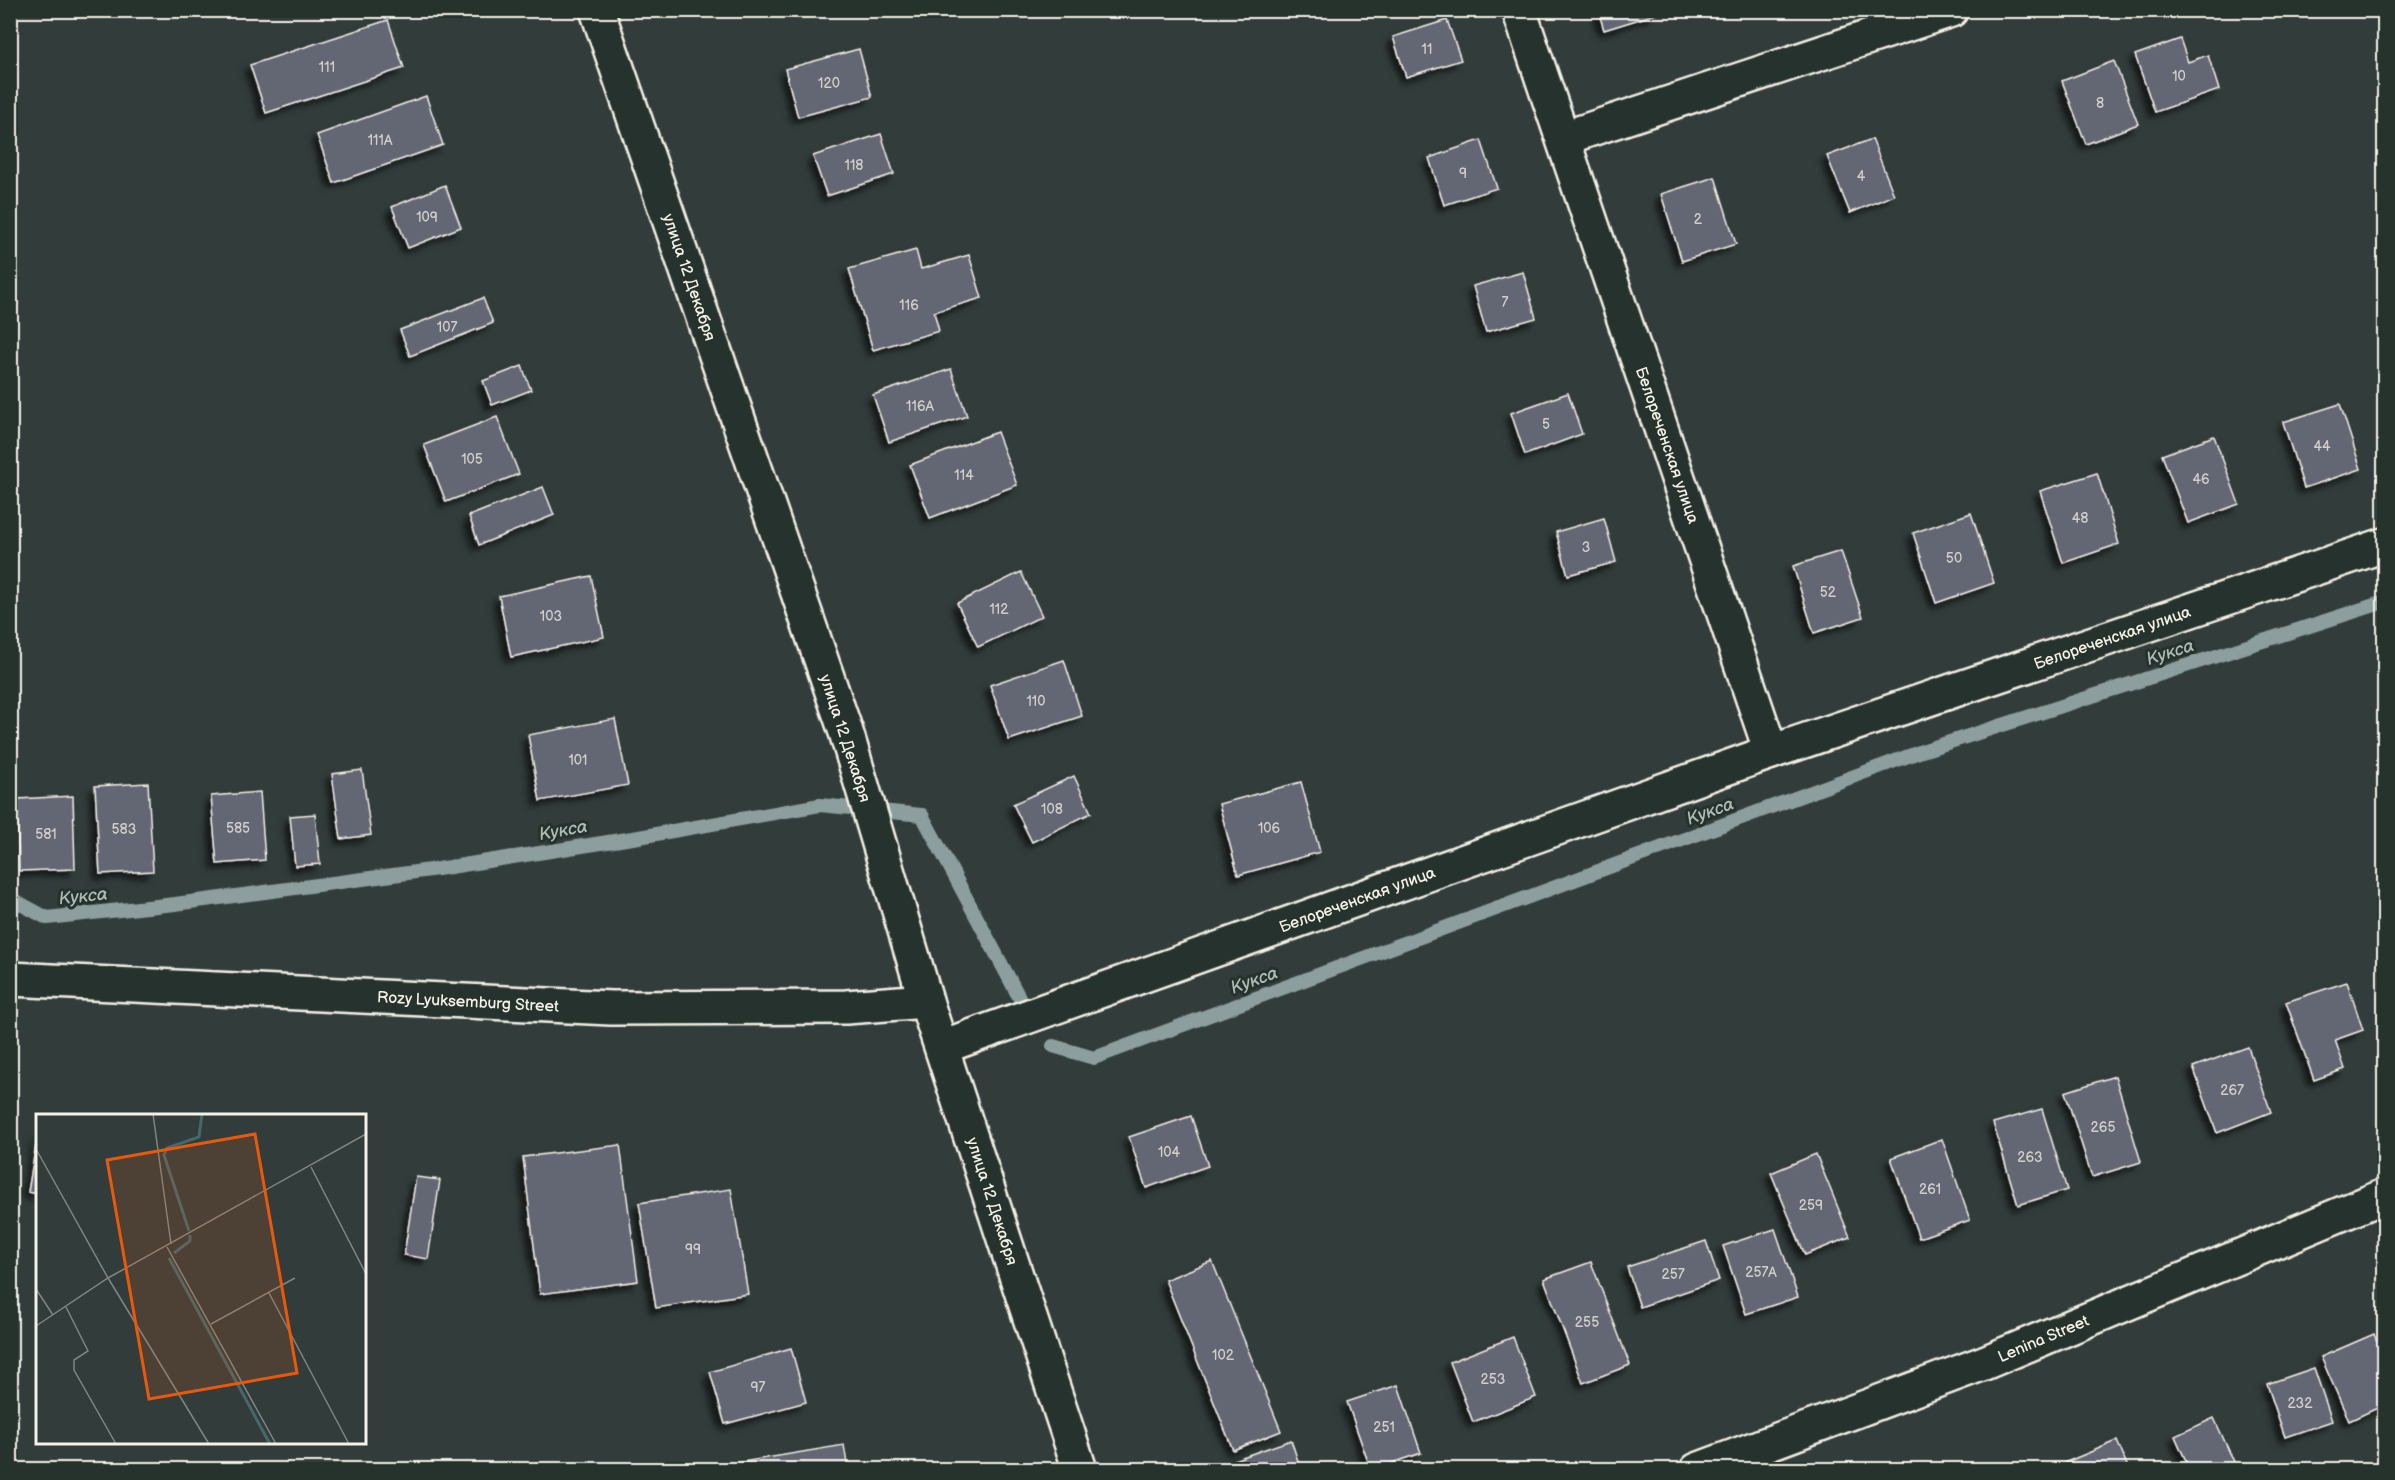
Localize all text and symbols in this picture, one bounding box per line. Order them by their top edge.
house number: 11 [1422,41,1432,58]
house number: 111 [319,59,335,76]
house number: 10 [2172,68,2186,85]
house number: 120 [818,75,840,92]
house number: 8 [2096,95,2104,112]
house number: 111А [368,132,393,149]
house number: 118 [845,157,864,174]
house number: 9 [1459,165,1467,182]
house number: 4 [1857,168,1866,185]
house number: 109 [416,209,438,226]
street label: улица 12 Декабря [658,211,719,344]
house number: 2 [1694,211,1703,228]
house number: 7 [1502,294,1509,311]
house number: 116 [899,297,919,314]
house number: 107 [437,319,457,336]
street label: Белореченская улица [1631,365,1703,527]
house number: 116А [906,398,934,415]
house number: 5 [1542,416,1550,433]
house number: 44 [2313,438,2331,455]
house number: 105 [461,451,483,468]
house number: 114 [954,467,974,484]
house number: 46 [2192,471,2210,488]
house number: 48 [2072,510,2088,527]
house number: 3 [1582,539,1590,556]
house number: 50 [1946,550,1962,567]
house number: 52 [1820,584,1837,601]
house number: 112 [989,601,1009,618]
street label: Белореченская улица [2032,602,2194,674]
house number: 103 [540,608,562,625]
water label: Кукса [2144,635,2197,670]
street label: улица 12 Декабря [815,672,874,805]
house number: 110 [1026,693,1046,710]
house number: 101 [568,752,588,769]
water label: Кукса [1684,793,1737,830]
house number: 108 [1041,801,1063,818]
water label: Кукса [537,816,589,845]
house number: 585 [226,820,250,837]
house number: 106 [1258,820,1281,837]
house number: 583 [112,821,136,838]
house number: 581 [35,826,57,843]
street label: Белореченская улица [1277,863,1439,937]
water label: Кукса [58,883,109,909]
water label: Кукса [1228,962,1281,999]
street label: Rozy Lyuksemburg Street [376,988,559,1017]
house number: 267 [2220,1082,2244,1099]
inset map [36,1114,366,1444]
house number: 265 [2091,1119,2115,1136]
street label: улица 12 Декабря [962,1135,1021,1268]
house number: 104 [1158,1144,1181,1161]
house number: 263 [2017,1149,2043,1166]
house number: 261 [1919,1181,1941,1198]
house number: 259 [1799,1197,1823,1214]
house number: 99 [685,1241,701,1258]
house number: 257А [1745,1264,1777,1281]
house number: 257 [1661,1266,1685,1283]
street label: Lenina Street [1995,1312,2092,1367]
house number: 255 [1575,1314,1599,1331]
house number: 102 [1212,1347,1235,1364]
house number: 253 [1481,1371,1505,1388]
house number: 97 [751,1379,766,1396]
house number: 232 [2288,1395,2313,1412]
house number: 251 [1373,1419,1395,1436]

- [Problem requirements]:
Copy all lines of the material above where the string "улица" occurs.

- [Answer to this exercise]:
street label: улица 12 Декабря [658,211,719,344]
street label: Белореченская улица [1631,365,1703,527]
street label: Белореченская улица [2032,602,2194,674]
street label: улица 12 Декабря [815,672,874,805]
street label: Белореченская улица [1277,863,1439,937]
street label: улица 12 Декабря [962,1135,1021,1268]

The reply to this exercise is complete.